Das gesamte Konstrukt einer zusammenhängenden Welt wird für ein Franchise aufgegeben, das eben einen simplen Zweck verfolgt: Den Gewinn zu maximieren.

In den nächsten Jahren wird es mehr Filme, Serien und andere Medienprodukte geben, auf denen der Name Star Wars steht und am besten kennt man als Kinogänger dann auch alle Ableger, weil Informationen eben nicht mehr konsistent in einer Erzählung vorliegen, sondern möglichst breit ausgewalzt werden, damit auch jeder Film ein Erfolg wird. Der Zuschauer soll alles ansehen. Er soll konsumieren und sich nicht mit den lästigen Stolpersteinen von Rezeption herumschlagen, an dieser Ausrichtung erhängte sich nun auch Episode VII, der leider an extrem vielen Punkten nicht funktioniert. Denken wir bloß einmal an die Logiklücken: So beherrscht Rey die Macht in gezielter Weise, ohne dafür einen langen Trainingsprozess durchlaufen zu müssen, was jedoch nach der Logik in der erzählten Welt nicht aufgeht. Bisher wurde klar gemacht, dass die Macht sich bloß als diffuses Gefühl äußert, welches den Betreffenden beeinflusst. Nicht umgekehrt.

Gegenargument wäre, Rey sei nun einmal besonders und könne deshalb die Macht in diesem Logikbruch beherrschen, allerdings wird bis zum Ende des Films nicht einmal gezeigt, weshalb sie so besonders sein sollte. Das wäre somit keine erzählerisch herbeigeführte Erklärung – sollte sie noch aufkommen – sondern bloß eine herbei geschriebene.

Dann ihr Duell mit Kylo Ren: Wie kann sie gegen einen ausgebildeten Schwertkämpfer bestehen, der zudem noch die dunkle Seite der Macht nutzte und hiermit durch eine Verletzung sogar noch verbissener kämpfen müsste. Dies ist in der Welt angelegt, ergibt sich die Macht der dunklen Seite doch aus negativ konnotierten Gefühlen, unter denen Schmerz durchaus seinen Rang haben dürfte.
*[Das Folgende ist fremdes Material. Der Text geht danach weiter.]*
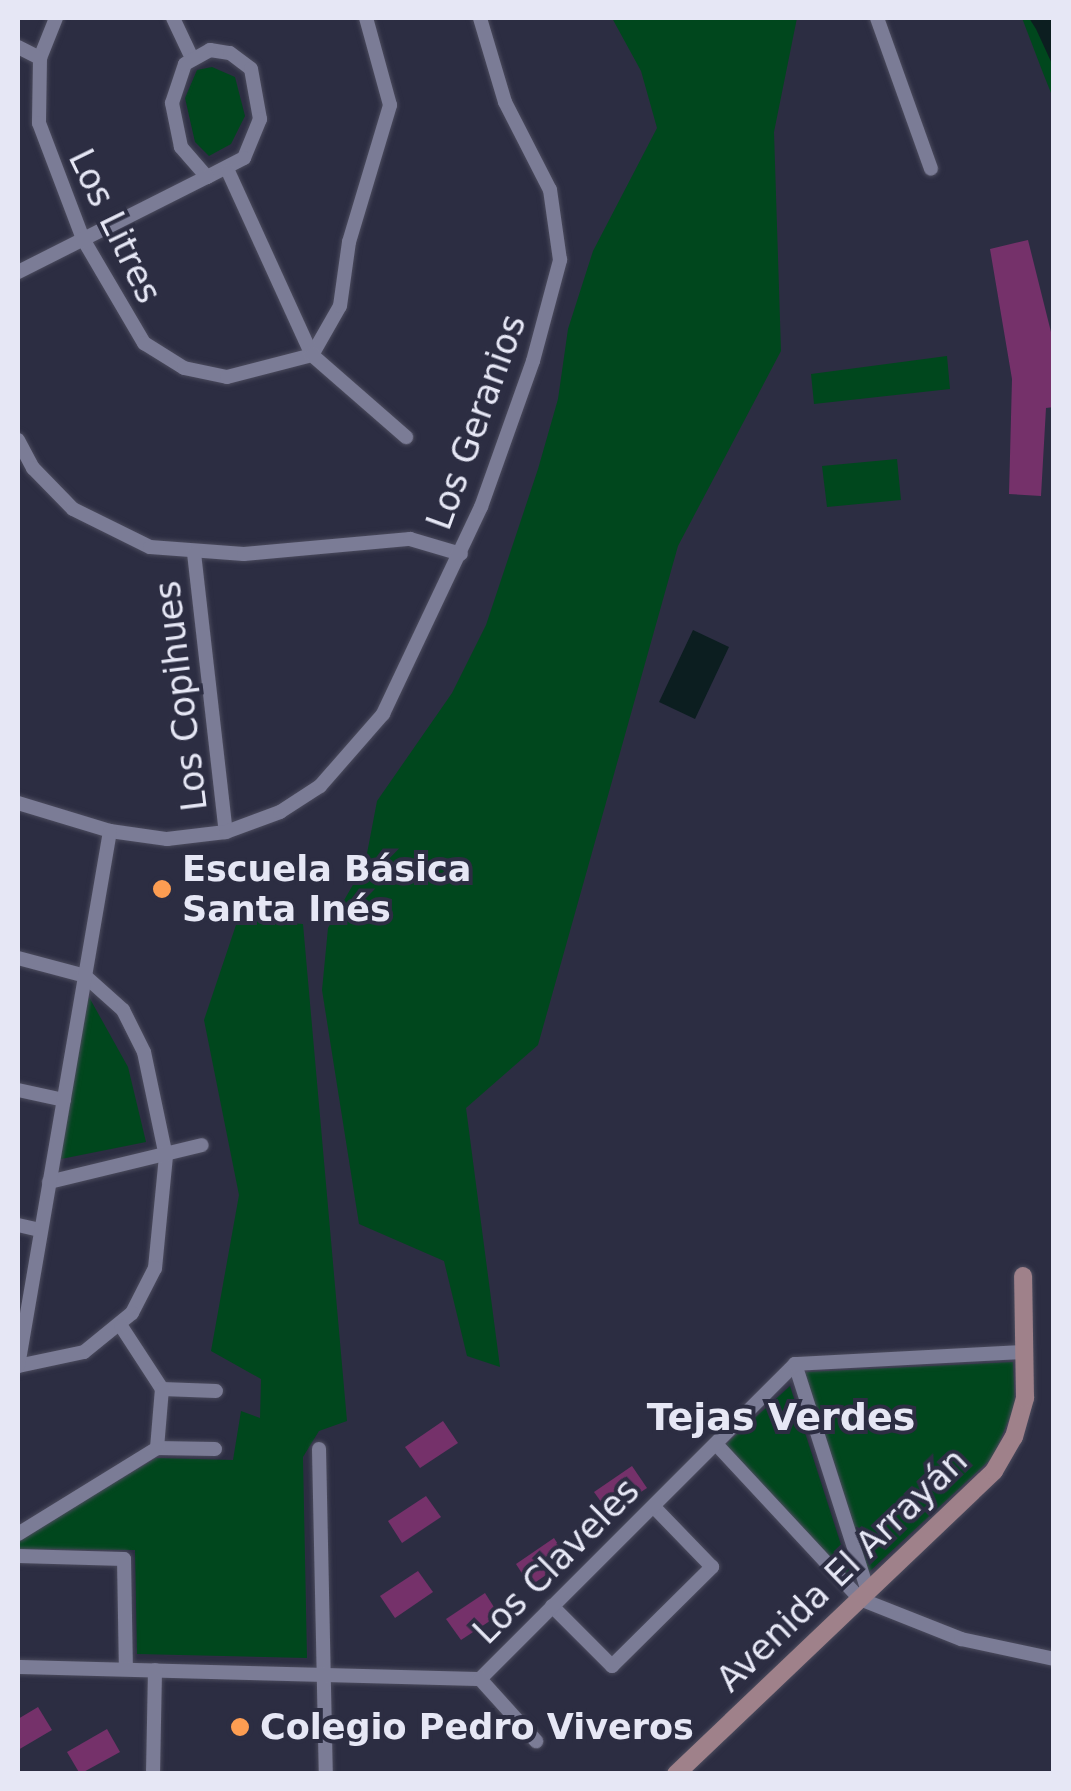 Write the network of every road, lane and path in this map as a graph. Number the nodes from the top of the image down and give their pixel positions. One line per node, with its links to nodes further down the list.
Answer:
1 (56, 18): 8 (street, Los Litres)
2 (173, 18): 7 (street)
3 (366, 18): 14 (street)
4 (480, 18): 18 (street, Los Geranios)
5 (877, 18): 9 (street)
6 (18, 47): 8 (street)
7 (192, 56): 10 (street); 11 (street)
8 (40, 58): 12 (street, Los Litres)
9 (931, 169)
10 (228, 170): 11 (street); 14 (street)
11 (207, 177): 12 (street)
12 (82, 239): 13 (street); 14 (street, Los Litres)
13 (18, 272)
14 (312, 354): 15 (street)
15 (406, 437)
16 (18, 440): 17 (street, Los Geranios)
17 (194, 553): 18 (street, Los Geranios); 21 (street, Los Copihues)
18 (461, 554): 21 (street)
19 (18, 803): 20 (street)
20 (110, 831): 21 (street); 23 (street)
21 (226, 832)
22 (18, 958): 23 (street)
23 (85, 976): 25 (street); 27 (street)
24 (18, 1090): 25 (street)
25 (64, 1100): 28 (street)
26 (202, 1146): 27 (street)
27 (166, 1156): 28 (street); 32 (street)
28 (49, 1182): 30 (street)
29 (18, 1224): 30 (street)
30 (40, 1230): 35 (street)
31 (1023, 1276): 33 (street, Avenida El Arrayán)
32 (121, 1326): 35 (street); 36 (street)
33 (1025, 1352): 34 (street); 45 (street, Avenida El Arrayán)
34 (795, 1364): 38 (street, Los Claveles); 45 (street)
35 (18, 1366)
36 (162, 1389): 37 (street); 39 (street)
37 (216, 1392)
38 (716, 1444): 42 (street, Los Claveles); 45 (street)
39 (157, 1448): 40 (street); 43 (street)
40 (215, 1449)
41 (319, 1449): 51 (street)
42 (654, 1507): 46 (street, Los Claveles); 46 (street)
43 (18, 1534)
44 (18, 1556): 49 (street)
45 (864, 1595): 47 (street); 56 (street, Avenida El Arrayán)
46 (552, 1606): 52 (street, Los Claveles)
47 (1054, 1659)
48 (18, 1667): 49 (street, Los Claveles)
49 (126, 1670): 50 (street, Los Claveles)
50 (154, 1670): 51 (street, Los Claveles); 54 (street)
51 (324, 1674): 52 (street, Los Claveles); 55 (street)
52 (480, 1679): 53 (street)
53 (536, 1740)
54 (153, 1774)
55 (326, 1774)
56 (676, 1774)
Rey hingegen hat gerade einmal ein paar Leute mit ihrem Stock verdroschen. Wieso kann sie plötzlich mit einem Lichtschwert umgehen, einer Waffe die auch für ihren Träger potenziell tödlich sein kann? Soll dies auch durch ihre tiefe Verbindung zur Macht erklärt werden, über die ich bereits gesprochen habe? Selbst unter der Annahme, der Bowcaster sei eine besonders machtvolle Waffe, und die Verletzung dadurch besonders schwerwiegend, hätte Ren sie immer noch innerhalb von zwei Schwerthieben erstechen müssen.
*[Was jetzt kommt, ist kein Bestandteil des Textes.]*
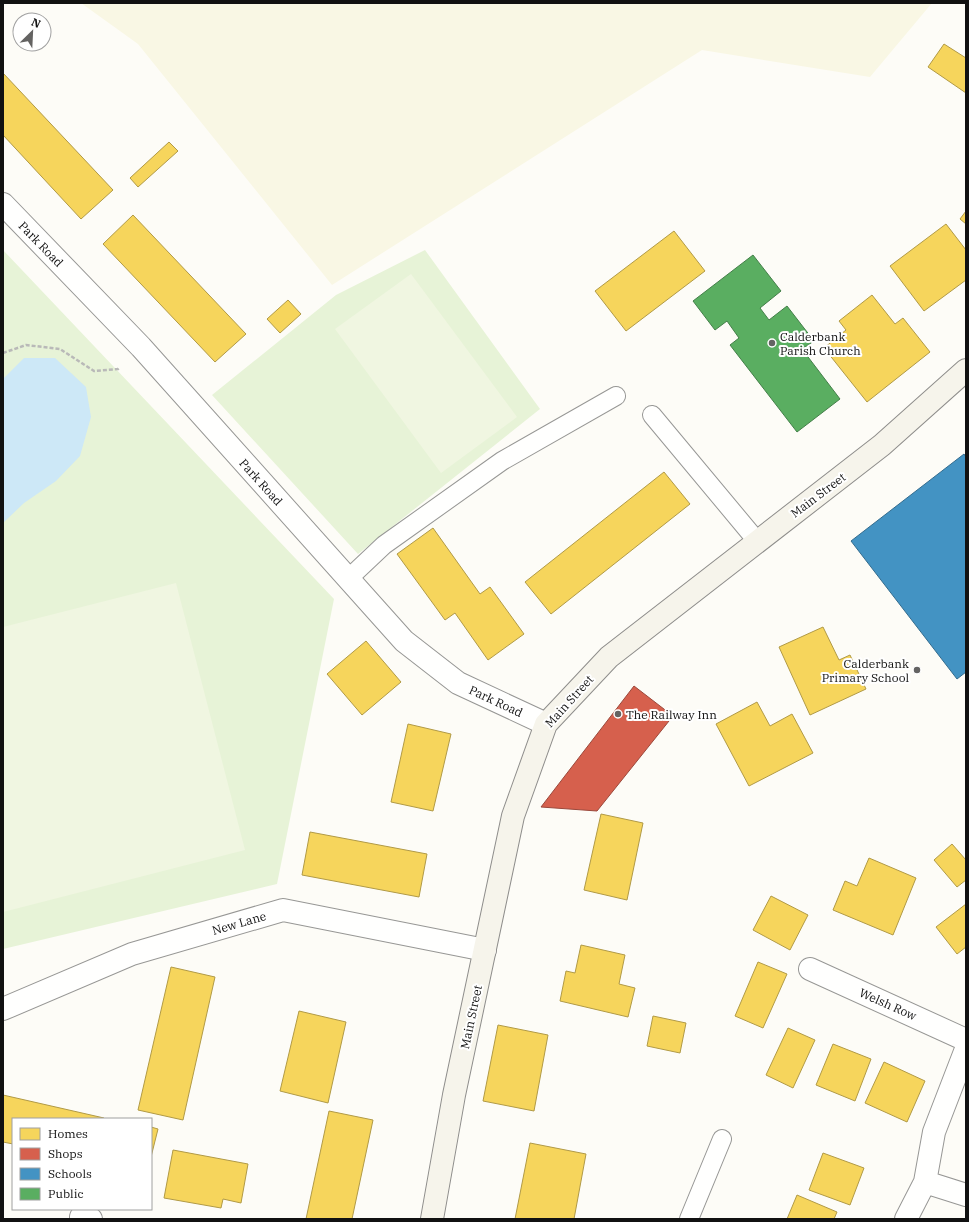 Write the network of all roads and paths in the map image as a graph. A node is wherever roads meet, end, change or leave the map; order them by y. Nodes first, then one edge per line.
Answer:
1 (5, 211) edge
2 (141, 347) junction
3 (3, 353) edge
4 (966, 370) edge
5 (616, 396) dead end
6 (652, 415) dead end
7 (757, 541) junction
8 (348, 579) junction
9 (546, 724) junction
10 (485, 950) junction
11 (810, 969) dead end
12 (3, 1009) edge
13 (966, 1040) edge
14 (966, 1049) edge
15 (722, 1139) dead end
16 (925, 1182) junction
17 (966, 1195) edge
18 (432, 1219) edge
19 (689, 1219) edge
20 (906, 1219) edge

1 - 2 street, Park Road
2 - 3 path
2 - 8 street, Park Road
4 - 7 main road, Main Street
5 - 8 lane
6 - 7 lane
7 - 9 main road, Main Street
8 - 9 street, Park Road
9 - 10 main road, Main Street
10 - 12 street, New Lane
10 - 18 main road, Main Street
11 - 13 street, Welsh Row
14 - 16 street
15 - 19 lane
16 - 17 street
16 - 20 street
Das Finn hingegen eine Waffe zumindest führen kann, ergibt sich aus der Tatsache, dass er eine Grundausbildung bei den Sturmtruppen erhalten haben wird, egal ob er später Wartungsarbeiten erledigt oder nicht, seine Soldaten bildet man aus. Allerdings hält auch er nicht lang gegen den versierten Ren durch und wird innerhalb kürzester Zeit besiegt.
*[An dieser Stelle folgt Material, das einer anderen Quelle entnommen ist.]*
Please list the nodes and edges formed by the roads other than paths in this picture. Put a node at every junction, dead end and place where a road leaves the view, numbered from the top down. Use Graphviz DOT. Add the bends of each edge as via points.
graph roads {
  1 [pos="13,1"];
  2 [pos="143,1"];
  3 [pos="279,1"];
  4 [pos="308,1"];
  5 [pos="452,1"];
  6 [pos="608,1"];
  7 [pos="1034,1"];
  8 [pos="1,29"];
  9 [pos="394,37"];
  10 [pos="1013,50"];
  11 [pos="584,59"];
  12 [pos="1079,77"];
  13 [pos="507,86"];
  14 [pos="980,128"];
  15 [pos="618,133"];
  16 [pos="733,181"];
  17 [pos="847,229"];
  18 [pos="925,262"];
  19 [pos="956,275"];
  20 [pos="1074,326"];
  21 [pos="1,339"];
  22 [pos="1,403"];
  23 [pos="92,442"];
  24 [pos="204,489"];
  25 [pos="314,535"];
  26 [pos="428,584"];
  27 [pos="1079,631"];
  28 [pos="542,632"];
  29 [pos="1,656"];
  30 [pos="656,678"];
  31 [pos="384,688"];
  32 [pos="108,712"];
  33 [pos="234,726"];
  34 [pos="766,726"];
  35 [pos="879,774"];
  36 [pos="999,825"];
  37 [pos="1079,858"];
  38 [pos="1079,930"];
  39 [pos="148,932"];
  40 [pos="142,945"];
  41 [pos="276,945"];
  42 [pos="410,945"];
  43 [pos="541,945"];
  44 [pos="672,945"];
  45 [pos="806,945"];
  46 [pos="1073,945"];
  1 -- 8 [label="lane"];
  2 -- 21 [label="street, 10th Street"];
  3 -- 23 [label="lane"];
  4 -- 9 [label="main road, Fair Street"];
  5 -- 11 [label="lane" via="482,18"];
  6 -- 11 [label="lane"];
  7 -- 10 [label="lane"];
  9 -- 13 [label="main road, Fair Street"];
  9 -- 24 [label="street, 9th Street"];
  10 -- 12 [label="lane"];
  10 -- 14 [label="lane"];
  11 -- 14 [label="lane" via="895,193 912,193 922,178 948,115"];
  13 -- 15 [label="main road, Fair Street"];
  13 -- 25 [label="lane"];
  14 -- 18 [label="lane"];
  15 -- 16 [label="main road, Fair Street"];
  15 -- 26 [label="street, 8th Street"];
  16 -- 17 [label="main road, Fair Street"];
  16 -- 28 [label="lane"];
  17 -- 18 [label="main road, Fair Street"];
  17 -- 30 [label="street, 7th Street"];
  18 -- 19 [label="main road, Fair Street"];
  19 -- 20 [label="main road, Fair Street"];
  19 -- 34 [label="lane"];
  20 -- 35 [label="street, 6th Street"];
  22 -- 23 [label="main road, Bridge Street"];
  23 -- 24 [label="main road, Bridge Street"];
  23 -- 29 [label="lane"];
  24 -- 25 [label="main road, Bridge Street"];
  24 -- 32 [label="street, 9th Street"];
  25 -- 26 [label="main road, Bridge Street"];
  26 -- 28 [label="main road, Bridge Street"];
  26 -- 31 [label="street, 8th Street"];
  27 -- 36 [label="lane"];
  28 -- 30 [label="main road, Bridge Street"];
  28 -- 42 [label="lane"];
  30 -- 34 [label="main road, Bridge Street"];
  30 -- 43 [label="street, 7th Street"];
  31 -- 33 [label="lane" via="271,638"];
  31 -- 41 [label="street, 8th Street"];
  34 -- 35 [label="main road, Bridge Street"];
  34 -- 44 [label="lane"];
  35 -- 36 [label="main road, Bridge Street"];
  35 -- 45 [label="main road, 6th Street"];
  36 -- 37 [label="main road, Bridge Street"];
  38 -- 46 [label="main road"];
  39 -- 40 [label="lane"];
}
Und sollte mir jemand erzählen wollen, all dies habe Ren so stark erschöpft, dass er nun keine Chance mehr gegen ein Mädchen hat, wirkt das doch wie Zweckopposition. Die Punkte dazu sind bereits hinreichend ausgeführt.

Ich könnte noch weiter machen und die Ideenlosigkeit im Bezug auf die feindliche Motivation kritisieren oder das Star Wars inzwischen scheinbar ein Videospiel ist, in dem man alles dreimal tut, damit es auch wirkt und von dem Lichtschwert – das eigentlich bei Bespin im All schweben müsste. Wo ist denn das Lichtschwert, mit dem Luke in Episode VI kämpft? Das hat er mitgenommen?

Und von der letzten Szene fange ich gar nicht erst an.

Von innerer Logik, einem stringent verfolgten Stil oder tiefen, komplexen Figuren können wir damit Abschied nehmen, denn am Ende eines solchen Fahrplans steht bloß noch der reine Komerz.

Schade, denn als Franchise ist Star Wars für mich völlig vergessenswert.